• _Working data_:
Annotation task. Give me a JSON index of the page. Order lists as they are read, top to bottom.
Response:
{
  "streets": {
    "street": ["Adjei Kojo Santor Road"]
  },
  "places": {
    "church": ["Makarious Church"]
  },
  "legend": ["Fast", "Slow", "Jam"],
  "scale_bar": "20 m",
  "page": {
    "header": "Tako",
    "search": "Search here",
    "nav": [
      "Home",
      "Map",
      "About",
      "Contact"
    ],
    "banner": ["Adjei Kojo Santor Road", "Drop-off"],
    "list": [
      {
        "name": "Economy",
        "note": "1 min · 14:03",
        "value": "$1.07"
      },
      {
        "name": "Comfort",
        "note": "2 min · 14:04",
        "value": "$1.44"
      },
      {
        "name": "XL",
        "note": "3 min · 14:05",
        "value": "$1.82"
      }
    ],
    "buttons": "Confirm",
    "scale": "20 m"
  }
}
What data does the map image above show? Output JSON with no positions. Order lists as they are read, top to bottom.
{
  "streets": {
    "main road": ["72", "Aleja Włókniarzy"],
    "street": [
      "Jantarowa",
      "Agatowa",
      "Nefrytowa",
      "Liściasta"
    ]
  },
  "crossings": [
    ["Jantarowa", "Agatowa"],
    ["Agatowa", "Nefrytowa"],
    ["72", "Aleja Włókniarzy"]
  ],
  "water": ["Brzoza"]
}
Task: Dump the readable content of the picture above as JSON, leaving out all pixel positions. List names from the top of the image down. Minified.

• _To do_: Restate every entry exactly. Leave nothing out.

• _Solved problem_:
Annotation task. Give me a JSON index of the page. Order lists as they are read, top to bottom.
Response:
{
  "streets": {
    "street": ["Adjei Kojo Santor Road"]
  },
  "places": {
    "church": ["Makarious Church"]
  },
  "legend": ["Fast", "Slow", "Jam"],
  "scale_bar": "20 m",
  "page": {
    "header": "Tako",
    "search": "Search here",
    "nav": [
      "Home",
      "Map",
      "About",
      "Contact"
    ],
    "banner": ["Adjei Kojo Santor Road", "Drop-off"],
    "list": [
      {
        "name": "Economy",
        "note": "1 min · 14:03",
        "value": "$1.07"
      },
      {
        "name": "Comfort",
        "note": "2 min · 14:04",
        "value": "$1.44"
      },
      {
        "name": "XL",
        "note": "3 min · 14:05",
        "value": "$1.82"
      }
    ],
    "buttons": "Confirm",
    "scale": "20 m"
  }
}
What data does the map image above show? Output JSON with no positions. Order lists as they are read, top to bottom.
{
  "streets": {
    "main road": ["72", "Aleja Włókniarzy"],
    "street": [
      "Jantarowa",
      "Agatowa",
      "Nefrytowa",
      "Liściasta"
    ]
  },
  "crossings": [
    ["Jantarowa", "Agatowa"],
    ["Agatowa", "Nefrytowa"],
    ["72", "Aleja Włókniarzy"]
  ],
  "water": ["Brzoza"]
}
Task: Dump the readable content of the picture above as JSON, leaving out all pixel positions. List names from the top of the image down. Minified.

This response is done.